■ **Data records**
· · · ·
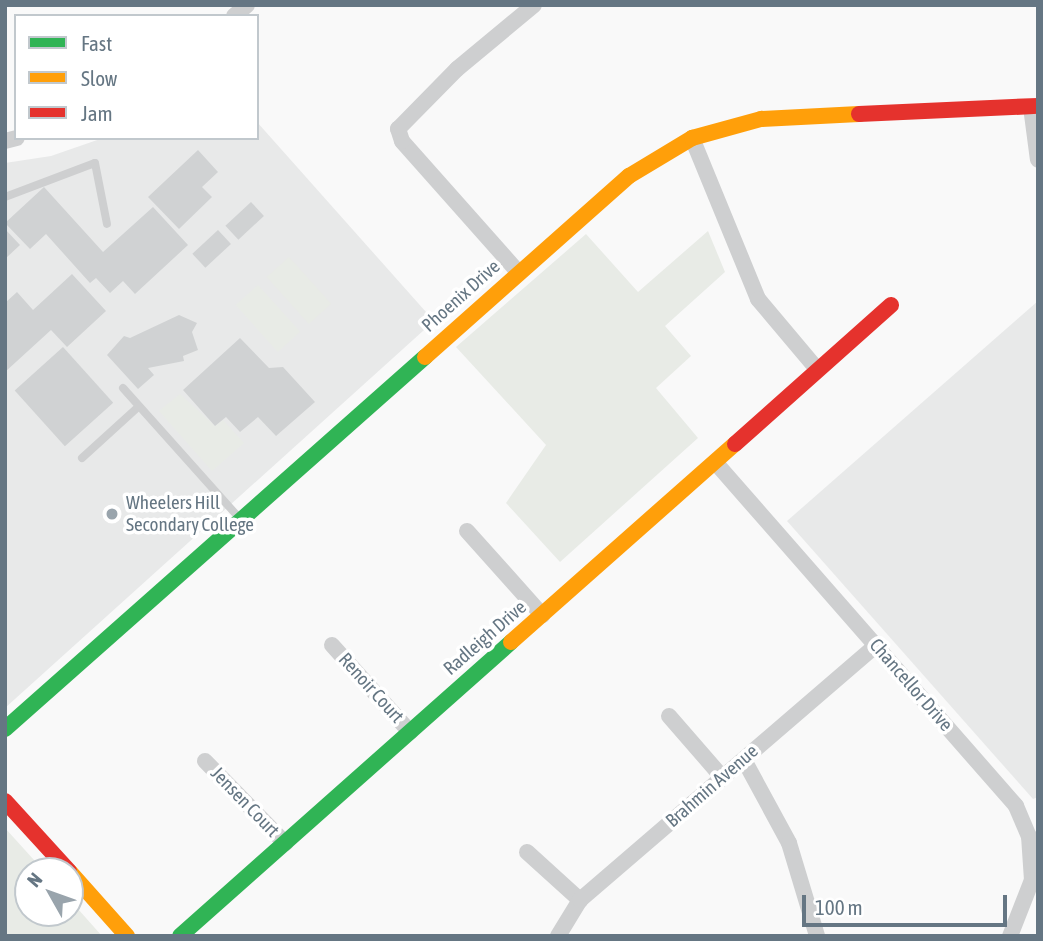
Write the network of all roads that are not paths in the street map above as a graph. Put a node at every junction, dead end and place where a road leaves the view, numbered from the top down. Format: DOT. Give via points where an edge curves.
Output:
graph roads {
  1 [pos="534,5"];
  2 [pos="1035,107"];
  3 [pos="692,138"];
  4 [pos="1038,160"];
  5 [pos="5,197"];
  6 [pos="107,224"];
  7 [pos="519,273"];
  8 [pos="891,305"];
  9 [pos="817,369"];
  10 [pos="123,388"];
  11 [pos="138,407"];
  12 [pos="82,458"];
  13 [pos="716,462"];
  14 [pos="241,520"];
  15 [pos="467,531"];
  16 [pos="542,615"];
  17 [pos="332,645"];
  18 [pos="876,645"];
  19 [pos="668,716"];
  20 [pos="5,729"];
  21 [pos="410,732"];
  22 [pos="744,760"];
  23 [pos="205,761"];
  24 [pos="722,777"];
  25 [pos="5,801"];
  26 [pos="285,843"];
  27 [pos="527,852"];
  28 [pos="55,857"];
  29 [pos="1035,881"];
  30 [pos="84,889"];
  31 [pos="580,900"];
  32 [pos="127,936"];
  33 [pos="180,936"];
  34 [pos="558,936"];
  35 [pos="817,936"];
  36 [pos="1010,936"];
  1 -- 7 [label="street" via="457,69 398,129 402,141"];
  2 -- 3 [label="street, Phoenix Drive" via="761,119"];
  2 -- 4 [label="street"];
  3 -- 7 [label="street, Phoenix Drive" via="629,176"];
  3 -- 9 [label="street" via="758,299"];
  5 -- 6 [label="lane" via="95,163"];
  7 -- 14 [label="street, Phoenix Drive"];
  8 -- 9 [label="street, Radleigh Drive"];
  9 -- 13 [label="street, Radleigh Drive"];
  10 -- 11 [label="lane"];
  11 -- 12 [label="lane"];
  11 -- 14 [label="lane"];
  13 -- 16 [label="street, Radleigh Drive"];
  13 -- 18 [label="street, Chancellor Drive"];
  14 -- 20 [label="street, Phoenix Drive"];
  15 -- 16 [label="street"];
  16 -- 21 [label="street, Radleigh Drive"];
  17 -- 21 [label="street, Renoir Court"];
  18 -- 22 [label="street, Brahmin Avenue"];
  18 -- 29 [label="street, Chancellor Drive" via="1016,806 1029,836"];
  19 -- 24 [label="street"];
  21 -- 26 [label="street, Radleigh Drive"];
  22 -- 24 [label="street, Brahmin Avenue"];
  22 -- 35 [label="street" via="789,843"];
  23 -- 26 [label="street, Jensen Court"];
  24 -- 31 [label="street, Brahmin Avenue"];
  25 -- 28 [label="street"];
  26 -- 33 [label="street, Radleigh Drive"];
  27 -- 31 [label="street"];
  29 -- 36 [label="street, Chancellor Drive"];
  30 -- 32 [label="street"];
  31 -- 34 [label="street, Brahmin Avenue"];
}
· · · ·
■ **WHAT YOU NEED TO DO**
Search the entries for the word "Phoenix". Copy every line where it occurs.

■ **YOUR RESPONSE**
  2 -- 3 [label="street, Phoenix Drive" via="761,119"];
  3 -- 7 [label="street, Phoenix Drive" via="629,176"];
  7 -- 14 [label="street, Phoenix Drive"];
  14 -- 20 [label="street, Phoenix Drive"];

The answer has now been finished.